▶ [What the task asks]
Write only the number of lines below in which "points" occurs.

▶ [Information given]
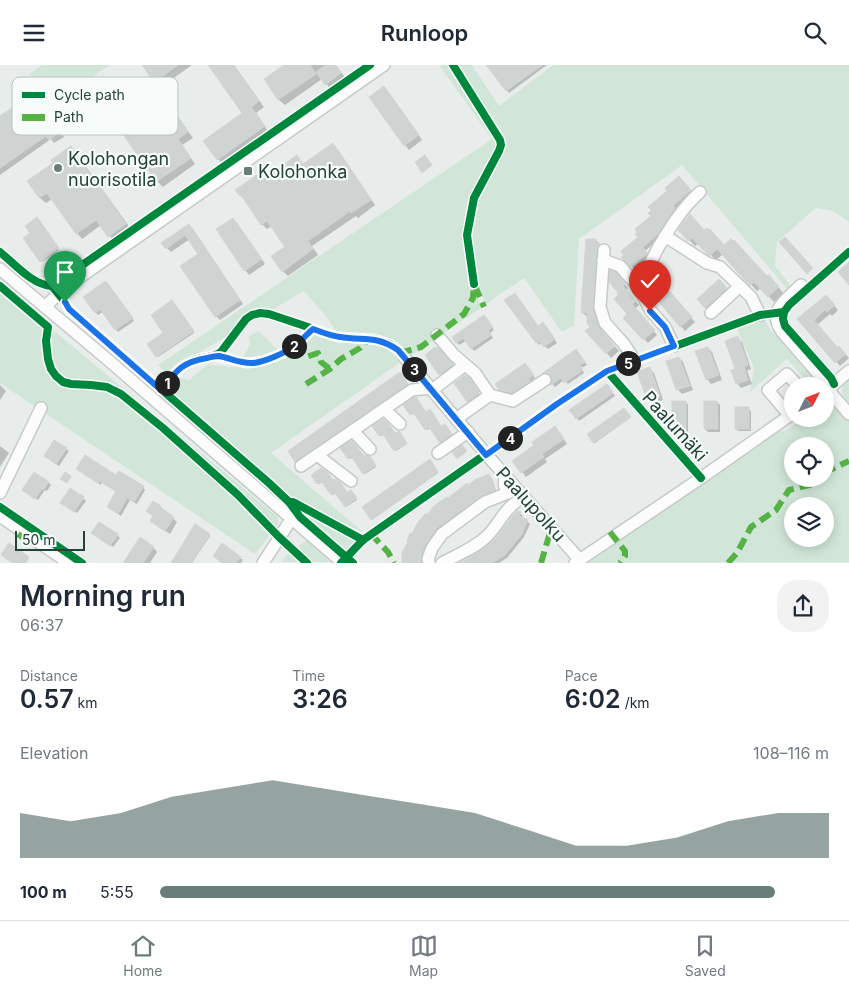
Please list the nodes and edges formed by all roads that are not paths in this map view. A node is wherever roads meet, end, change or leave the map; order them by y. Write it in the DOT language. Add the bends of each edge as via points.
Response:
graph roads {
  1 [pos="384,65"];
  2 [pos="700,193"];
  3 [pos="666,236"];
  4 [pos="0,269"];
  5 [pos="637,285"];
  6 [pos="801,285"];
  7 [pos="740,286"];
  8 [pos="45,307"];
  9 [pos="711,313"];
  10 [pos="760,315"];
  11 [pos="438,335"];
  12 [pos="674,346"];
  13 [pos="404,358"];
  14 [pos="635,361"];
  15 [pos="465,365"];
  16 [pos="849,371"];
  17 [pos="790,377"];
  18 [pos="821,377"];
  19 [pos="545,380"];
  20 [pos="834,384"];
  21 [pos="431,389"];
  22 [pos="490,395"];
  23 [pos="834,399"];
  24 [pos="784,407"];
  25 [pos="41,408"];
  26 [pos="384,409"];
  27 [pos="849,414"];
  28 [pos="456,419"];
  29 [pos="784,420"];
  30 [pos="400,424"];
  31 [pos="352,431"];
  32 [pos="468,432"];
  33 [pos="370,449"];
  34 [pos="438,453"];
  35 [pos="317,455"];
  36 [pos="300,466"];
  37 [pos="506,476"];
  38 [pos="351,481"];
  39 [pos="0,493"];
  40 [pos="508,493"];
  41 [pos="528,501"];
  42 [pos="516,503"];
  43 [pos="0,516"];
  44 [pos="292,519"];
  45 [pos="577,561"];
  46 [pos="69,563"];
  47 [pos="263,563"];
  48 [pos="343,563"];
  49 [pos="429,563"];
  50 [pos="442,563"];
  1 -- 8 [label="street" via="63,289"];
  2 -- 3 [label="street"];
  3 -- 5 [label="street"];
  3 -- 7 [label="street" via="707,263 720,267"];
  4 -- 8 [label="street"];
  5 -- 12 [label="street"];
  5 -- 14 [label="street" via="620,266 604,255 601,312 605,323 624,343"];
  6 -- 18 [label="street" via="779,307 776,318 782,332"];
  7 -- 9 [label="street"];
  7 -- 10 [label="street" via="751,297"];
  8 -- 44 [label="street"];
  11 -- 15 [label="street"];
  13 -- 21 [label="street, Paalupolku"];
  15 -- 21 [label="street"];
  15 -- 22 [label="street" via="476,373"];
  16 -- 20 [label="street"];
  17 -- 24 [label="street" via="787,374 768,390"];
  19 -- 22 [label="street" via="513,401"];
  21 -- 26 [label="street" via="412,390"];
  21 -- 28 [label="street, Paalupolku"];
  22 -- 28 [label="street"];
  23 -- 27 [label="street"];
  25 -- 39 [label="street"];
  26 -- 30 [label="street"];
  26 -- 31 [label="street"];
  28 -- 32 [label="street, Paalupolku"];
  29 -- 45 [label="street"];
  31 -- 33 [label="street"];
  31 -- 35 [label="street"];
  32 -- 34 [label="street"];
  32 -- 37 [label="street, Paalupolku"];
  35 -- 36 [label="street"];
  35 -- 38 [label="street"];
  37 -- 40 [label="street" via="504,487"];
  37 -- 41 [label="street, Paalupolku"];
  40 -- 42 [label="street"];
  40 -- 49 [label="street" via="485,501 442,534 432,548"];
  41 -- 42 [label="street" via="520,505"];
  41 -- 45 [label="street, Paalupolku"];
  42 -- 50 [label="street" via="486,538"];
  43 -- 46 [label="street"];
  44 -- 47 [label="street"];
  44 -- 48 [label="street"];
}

* * *

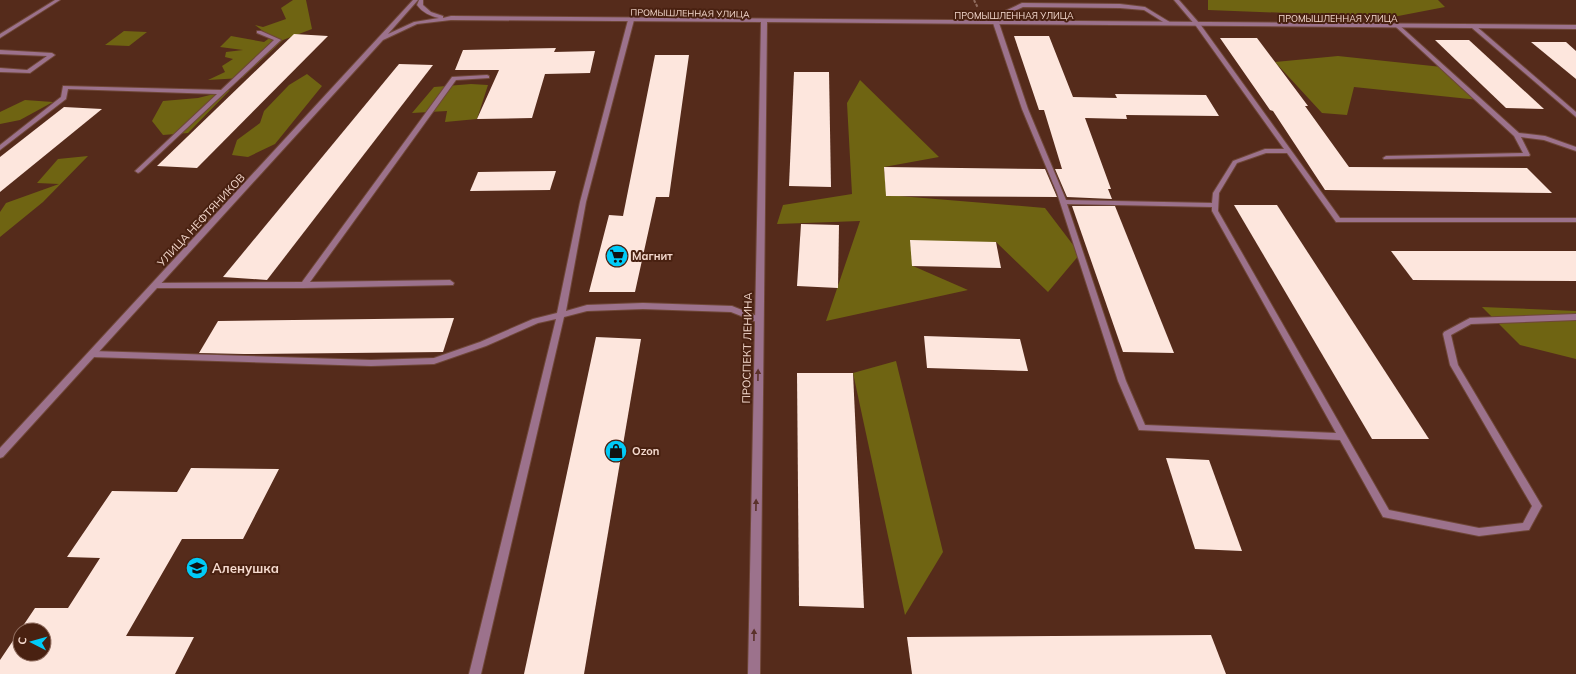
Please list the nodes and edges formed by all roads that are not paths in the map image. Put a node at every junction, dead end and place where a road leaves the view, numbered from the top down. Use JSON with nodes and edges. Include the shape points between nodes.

---

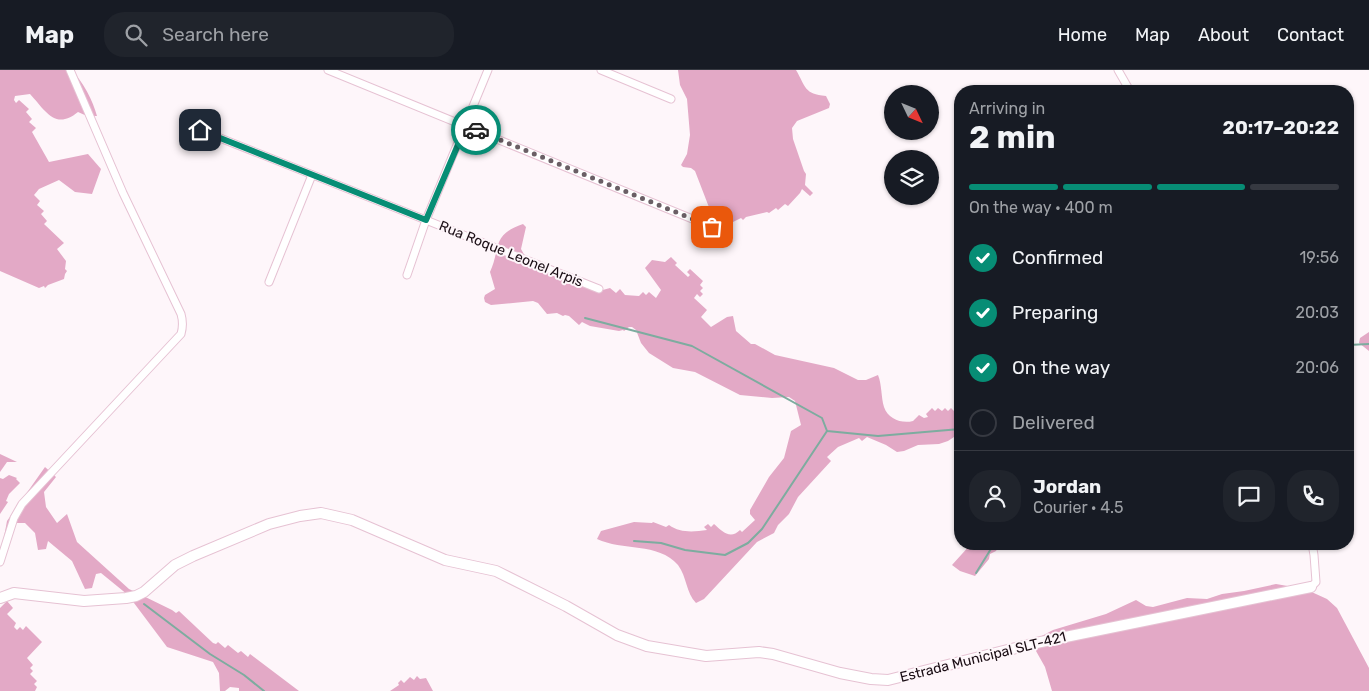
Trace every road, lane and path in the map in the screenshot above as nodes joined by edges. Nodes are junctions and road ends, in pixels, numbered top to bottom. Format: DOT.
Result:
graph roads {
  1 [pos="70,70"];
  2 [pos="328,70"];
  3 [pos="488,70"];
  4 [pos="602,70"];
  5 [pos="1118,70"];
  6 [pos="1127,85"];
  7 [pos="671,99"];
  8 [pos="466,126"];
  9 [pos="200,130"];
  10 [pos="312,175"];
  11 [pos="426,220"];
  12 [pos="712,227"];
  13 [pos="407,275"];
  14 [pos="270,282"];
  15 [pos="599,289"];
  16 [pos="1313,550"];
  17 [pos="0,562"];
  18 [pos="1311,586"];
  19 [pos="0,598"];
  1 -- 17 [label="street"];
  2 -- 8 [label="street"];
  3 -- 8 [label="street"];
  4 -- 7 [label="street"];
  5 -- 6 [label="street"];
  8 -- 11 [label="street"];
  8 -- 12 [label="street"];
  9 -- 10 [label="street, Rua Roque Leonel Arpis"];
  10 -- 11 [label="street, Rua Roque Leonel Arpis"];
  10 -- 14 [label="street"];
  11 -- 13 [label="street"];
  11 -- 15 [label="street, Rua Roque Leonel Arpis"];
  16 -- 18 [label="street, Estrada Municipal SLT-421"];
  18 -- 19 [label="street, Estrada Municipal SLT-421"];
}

▶ [Answer for this exercise]
2